THE TASK:
From the first line to the last, print the listing exactly.

────────

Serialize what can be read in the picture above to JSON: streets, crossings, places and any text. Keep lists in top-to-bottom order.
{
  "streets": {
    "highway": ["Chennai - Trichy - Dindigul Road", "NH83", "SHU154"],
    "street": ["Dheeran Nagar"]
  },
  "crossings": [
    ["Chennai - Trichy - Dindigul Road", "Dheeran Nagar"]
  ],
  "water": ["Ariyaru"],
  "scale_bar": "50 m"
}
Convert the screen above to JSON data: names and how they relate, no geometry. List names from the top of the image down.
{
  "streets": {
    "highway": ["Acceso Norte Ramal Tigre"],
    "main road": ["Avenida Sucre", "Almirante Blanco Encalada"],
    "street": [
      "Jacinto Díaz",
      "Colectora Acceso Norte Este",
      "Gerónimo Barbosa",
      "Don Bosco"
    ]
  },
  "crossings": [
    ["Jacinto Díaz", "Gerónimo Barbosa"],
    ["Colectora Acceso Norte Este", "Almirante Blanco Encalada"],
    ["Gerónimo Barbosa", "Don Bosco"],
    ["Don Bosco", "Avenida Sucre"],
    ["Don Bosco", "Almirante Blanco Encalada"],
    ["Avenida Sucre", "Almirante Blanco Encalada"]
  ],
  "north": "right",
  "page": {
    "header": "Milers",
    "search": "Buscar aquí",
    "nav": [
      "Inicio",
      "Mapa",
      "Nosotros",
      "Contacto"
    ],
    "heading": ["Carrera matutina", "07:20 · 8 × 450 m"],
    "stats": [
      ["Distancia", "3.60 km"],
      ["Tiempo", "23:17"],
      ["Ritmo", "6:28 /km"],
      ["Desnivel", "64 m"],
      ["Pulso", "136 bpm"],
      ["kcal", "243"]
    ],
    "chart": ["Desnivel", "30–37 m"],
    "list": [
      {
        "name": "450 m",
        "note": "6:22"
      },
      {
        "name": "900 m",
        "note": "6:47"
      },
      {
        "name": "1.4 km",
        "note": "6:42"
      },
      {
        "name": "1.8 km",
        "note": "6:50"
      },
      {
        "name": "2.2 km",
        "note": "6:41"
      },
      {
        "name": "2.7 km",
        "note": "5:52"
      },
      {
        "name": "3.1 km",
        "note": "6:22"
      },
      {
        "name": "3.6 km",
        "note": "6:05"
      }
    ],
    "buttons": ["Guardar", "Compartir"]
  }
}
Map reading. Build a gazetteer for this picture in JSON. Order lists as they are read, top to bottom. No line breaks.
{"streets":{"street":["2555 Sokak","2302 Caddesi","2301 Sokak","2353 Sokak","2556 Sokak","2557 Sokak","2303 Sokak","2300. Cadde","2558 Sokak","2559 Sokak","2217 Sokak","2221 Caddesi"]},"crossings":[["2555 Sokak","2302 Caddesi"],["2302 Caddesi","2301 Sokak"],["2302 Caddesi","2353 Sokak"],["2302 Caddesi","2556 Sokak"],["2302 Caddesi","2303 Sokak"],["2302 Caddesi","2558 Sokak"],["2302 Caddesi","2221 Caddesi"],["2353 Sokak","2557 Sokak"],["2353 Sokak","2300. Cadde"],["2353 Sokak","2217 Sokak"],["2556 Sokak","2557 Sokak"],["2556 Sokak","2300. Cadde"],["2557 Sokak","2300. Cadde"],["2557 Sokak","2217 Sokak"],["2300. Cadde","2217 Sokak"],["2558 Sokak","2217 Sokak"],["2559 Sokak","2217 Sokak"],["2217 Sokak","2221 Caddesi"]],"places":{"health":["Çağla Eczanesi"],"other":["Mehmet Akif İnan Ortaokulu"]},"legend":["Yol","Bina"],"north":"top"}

────────

YOUR SOLUTION:
Serialize what can be read in the picture above to JSON: streets, crossings, places and any text. Keep lists in top-to-bottom order.
{
  "streets": {
    "highway": ["Chennai - Trichy - Dindigul Road", "NH83", "SHU154"],
    "street": ["Dheeran Nagar"]
  },
  "crossings": [
    ["Chennai - Trichy - Dindigul Road", "Dheeran Nagar"]
  ],
  "water": ["Ariyaru"],
  "scale_bar": "50 m"
}
Convert the screen above to JSON data: names and how they relate, no geometry. List names from the top of the image down.
{
  "streets": {
    "highway": ["Acceso Norte Ramal Tigre"],
    "main road": ["Avenida Sucre", "Almirante Blanco Encalada"],
    "street": [
      "Jacinto Díaz",
      "Colectora Acceso Norte Este",
      "Gerónimo Barbosa",
      "Don Bosco"
    ]
  },
  "crossings": [
    ["Jacinto Díaz", "Gerónimo Barbosa"],
    ["Colectora Acceso Norte Este", "Almirante Blanco Encalada"],
    ["Gerónimo Barbosa", "Don Bosco"],
    ["Don Bosco", "Avenida Sucre"],
    ["Don Bosco", "Almirante Blanco Encalada"],
    ["Avenida Sucre", "Almirante Blanco Encalada"]
  ],
  "north": "right",
  "page": {
    "header": "Milers",
    "search": "Buscar aquí",
    "nav": [
      "Inicio",
      "Mapa",
      "Nosotros",
      "Contacto"
    ],
    "heading": ["Carrera matutina", "07:20 · 8 × 450 m"],
    "stats": [
      ["Distancia", "3.60 km"],
      ["Tiempo", "23:17"],
      ["Ritmo", "6:28 /km"],
      ["Desnivel", "64 m"],
      ["Pulso", "136 bpm"],
      ["kcal", "243"]
    ],
    "chart": ["Desnivel", "30–37 m"],
    "list": [
      {
        "name": "450 m",
        "note": "6:22"
      },
      {
        "name": "900 m",
        "note": "6:47"
      },
      {
        "name": "1.4 km",
        "note": "6:42"
      },
      {
        "name": "1.8 km",
        "note": "6:50"
      },
      {
        "name": "2.2 km",
        "note": "6:41"
      },
      {
        "name": "2.7 km",
        "note": "5:52"
      },
      {
        "name": "3.1 km",
        "note": "6:22"
      },
      {
        "name": "3.6 km",
        "note": "6:05"
      }
    ],
    "buttons": ["Guardar", "Compartir"]
  }
}
Map reading. Build a gazetteer for this picture in JSON. Order lists as they are read, top to bottom. No line breaks.
{"streets":{"street":["2555 Sokak","2302 Caddesi","2301 Sokak","2353 Sokak","2556 Sokak","2557 Sokak","2303 Sokak","2300. Cadde","2558 Sokak","2559 Sokak","2217 Sokak","2221 Caddesi"]},"crossings":[["2555 Sokak","2302 Caddesi"],["2302 Caddesi","2301 Sokak"],["2302 Caddesi","2353 Sokak"],["2302 Caddesi","2556 Sokak"],["2302 Caddesi","2303 Sokak"],["2302 Caddesi","2558 Sokak"],["2302 Caddesi","2221 Caddesi"],["2353 Sokak","2557 Sokak"],["2353 Sokak","2300. Cadde"],["2353 Sokak","2217 Sokak"],["2556 Sokak","2557 Sokak"],["2556 Sokak","2300. Cadde"],["2557 Sokak","2300. Cadde"],["2557 Sokak","2217 Sokak"],["2300. Cadde","2217 Sokak"],["2558 Sokak","2217 Sokak"],["2559 Sokak","2217 Sokak"],["2217 Sokak","2221 Caddesi"]],"places":{"health":["Çağla Eczanesi"],"other":["Mehmet Akif İnan Ortaokulu"]},"legend":["Yol","Bina"],"north":"top"}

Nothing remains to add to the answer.